**AIM OF THE TASK:** Write the data out again, exactly as given.

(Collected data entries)
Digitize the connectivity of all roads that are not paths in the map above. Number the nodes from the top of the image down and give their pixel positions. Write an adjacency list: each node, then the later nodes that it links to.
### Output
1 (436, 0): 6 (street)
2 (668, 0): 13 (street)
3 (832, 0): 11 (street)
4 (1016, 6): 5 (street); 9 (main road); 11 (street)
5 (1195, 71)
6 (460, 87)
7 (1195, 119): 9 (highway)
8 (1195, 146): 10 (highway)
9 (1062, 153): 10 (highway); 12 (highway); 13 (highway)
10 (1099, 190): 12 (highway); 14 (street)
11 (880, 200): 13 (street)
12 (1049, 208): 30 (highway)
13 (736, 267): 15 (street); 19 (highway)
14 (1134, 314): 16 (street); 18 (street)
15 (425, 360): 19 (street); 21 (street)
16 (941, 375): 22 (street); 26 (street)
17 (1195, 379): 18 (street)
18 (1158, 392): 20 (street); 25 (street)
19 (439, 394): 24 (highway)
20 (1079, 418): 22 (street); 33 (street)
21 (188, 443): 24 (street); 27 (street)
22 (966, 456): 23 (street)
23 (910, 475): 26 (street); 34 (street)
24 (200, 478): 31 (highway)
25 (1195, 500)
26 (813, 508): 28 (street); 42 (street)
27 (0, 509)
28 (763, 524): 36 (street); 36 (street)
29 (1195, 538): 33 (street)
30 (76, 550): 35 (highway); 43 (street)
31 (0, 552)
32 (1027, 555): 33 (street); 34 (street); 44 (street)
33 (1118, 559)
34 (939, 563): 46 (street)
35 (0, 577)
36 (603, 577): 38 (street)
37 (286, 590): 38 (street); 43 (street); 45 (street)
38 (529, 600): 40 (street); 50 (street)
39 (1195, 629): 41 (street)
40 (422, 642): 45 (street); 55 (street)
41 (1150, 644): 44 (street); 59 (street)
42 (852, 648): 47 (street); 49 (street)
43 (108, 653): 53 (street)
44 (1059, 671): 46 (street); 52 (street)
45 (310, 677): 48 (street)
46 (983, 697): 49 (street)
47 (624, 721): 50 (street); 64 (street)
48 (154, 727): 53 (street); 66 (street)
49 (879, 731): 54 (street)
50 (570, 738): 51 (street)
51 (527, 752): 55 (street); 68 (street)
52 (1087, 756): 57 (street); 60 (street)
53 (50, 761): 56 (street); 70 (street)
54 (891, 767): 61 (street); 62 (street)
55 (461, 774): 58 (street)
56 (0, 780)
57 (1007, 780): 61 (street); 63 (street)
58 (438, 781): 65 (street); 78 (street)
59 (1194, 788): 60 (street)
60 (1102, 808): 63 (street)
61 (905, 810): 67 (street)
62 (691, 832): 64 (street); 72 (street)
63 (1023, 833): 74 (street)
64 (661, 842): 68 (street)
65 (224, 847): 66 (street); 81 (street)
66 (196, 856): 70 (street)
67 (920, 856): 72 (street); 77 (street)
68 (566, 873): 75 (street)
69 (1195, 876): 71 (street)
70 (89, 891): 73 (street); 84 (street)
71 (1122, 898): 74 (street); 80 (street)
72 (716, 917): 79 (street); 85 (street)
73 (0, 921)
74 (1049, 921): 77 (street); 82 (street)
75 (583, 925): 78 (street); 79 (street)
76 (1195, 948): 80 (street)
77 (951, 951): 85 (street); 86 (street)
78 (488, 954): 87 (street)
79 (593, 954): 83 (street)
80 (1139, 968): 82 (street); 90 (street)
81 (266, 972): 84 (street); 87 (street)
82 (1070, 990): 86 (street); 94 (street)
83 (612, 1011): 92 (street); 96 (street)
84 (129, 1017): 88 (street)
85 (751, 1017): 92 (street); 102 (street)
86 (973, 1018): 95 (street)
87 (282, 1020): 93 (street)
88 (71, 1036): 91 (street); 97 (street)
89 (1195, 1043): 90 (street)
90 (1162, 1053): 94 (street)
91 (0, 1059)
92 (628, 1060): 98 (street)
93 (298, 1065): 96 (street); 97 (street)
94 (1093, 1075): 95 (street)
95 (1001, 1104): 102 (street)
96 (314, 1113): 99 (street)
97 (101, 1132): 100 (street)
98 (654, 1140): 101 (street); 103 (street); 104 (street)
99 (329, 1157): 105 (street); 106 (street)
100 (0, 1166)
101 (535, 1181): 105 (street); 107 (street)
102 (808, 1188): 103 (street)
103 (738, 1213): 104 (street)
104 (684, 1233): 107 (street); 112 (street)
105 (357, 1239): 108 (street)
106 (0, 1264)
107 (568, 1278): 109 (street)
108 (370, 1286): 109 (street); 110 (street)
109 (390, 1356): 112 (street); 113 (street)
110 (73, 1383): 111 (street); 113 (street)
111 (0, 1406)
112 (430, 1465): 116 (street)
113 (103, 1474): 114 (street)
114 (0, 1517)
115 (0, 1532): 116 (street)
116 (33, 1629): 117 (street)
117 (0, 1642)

**OUTPUT FOR THIS TASK:**
Digitize the connectivity of all roads that are not paths in the map above. Number the nodes from the top of the image down and give their pixel positions. Write an adjacency list: each node, then the later nodes that it links to.
### Output
1 (436, 0): 6 (street)
2 (668, 0): 13 (street)
3 (832, 0): 11 (street)
4 (1016, 6): 5 (street); 9 (main road); 11 (street)
5 (1195, 71)
6 (460, 87)
7 (1195, 119): 9 (highway)
8 (1195, 146): 10 (highway)
9 (1062, 153): 10 (highway); 12 (highway); 13 (highway)
10 (1099, 190): 12 (highway); 14 (street)
11 (880, 200): 13 (street)
12 (1049, 208): 30 (highway)
13 (736, 267): 15 (street); 19 (highway)
14 (1134, 314): 16 (street); 18 (street)
15 (425, 360): 19 (street); 21 (street)
16 (941, 375): 22 (street); 26 (street)
17 (1195, 379): 18 (street)
18 (1158, 392): 20 (street); 25 (street)
19 (439, 394): 24 (highway)
20 (1079, 418): 22 (street); 33 (street)
21 (188, 443): 24 (street); 27 (street)
22 (966, 456): 23 (street)
23 (910, 475): 26 (street); 34 (street)
24 (200, 478): 31 (highway)
25 (1195, 500)
26 (813, 508): 28 (street); 42 (street)
27 (0, 509)
28 (763, 524): 36 (street); 36 (street)
29 (1195, 538): 33 (street)
30 (76, 550): 35 (highway); 43 (street)
31 (0, 552)
32 (1027, 555): 33 (street); 34 (street); 44 (street)
33 (1118, 559)
34 (939, 563): 46 (street)
35 (0, 577)
36 (603, 577): 38 (street)
37 (286, 590): 38 (street); 43 (street); 45 (street)
38 (529, 600): 40 (street); 50 (street)
39 (1195, 629): 41 (street)
40 (422, 642): 45 (street); 55 (street)
41 (1150, 644): 44 (street); 59 (street)
42 (852, 648): 47 (street); 49 (street)
43 (108, 653): 53 (street)
44 (1059, 671): 46 (street); 52 (street)
45 (310, 677): 48 (street)
46 (983, 697): 49 (street)
47 (624, 721): 50 (street); 64 (street)
48 (154, 727): 53 (street); 66 (street)
49 (879, 731): 54 (street)
50 (570, 738): 51 (street)
51 (527, 752): 55 (street); 68 (street)
52 (1087, 756): 57 (street); 60 (street)
53 (50, 761): 56 (street); 70 (street)
54 (891, 767): 61 (street); 62 (street)
55 (461, 774): 58 (street)
56 (0, 780)
57 (1007, 780): 61 (street); 63 (street)
58 (438, 781): 65 (street); 78 (street)
59 (1194, 788): 60 (street)
60 (1102, 808): 63 (street)
61 (905, 810): 67 (street)
62 (691, 832): 64 (street); 72 (street)
63 (1023, 833): 74 (street)
64 (661, 842): 68 (street)
65 (224, 847): 66 (street); 81 (street)
66 (196, 856): 70 (street)
67 (920, 856): 72 (street); 77 (street)
68 (566, 873): 75 (street)
69 (1195, 876): 71 (street)
70 (89, 891): 73 (street); 84 (street)
71 (1122, 898): 74 (street); 80 (street)
72 (716, 917): 79 (street); 85 (street)
73 (0, 921)
74 (1049, 921): 77 (street); 82 (street)
75 (583, 925): 78 (street); 79 (street)
76 (1195, 948): 80 (street)
77 (951, 951): 85 (street); 86 (street)
78 (488, 954): 87 (street)
79 (593, 954): 83 (street)
80 (1139, 968): 82 (street); 90 (street)
81 (266, 972): 84 (street); 87 (street)
82 (1070, 990): 86 (street); 94 (street)
83 (612, 1011): 92 (street); 96 (street)
84 (129, 1017): 88 (street)
85 (751, 1017): 92 (street); 102 (street)
86 (973, 1018): 95 (street)
87 (282, 1020): 93 (street)
88 (71, 1036): 91 (street); 97 (street)
89 (1195, 1043): 90 (street)
90 (1162, 1053): 94 (street)
91 (0, 1059)
92 (628, 1060): 98 (street)
93 (298, 1065): 96 (street); 97 (street)
94 (1093, 1075): 95 (street)
95 (1001, 1104): 102 (street)
96 (314, 1113): 99 (street)
97 (101, 1132): 100 (street)
98 (654, 1140): 101 (street); 103 (street); 104 (street)
99 (329, 1157): 105 (street); 106 (street)
100 (0, 1166)
101 (535, 1181): 105 (street); 107 (street)
102 (808, 1188): 103 (street)
103 (738, 1213): 104 (street)
104 (684, 1233): 107 (street); 112 (street)
105 (357, 1239): 108 (street)
106 (0, 1264)
107 (568, 1278): 109 (street)
108 (370, 1286): 109 (street); 110 (street)
109 (390, 1356): 112 (street); 113 (street)
110 (73, 1383): 111 (street); 113 (street)
111 (0, 1406)
112 (430, 1465): 116 (street)
113 (103, 1474): 114 (street)
114 (0, 1517)
115 (0, 1532): 116 (street)
116 (33, 1629): 117 (street)
117 (0, 1642)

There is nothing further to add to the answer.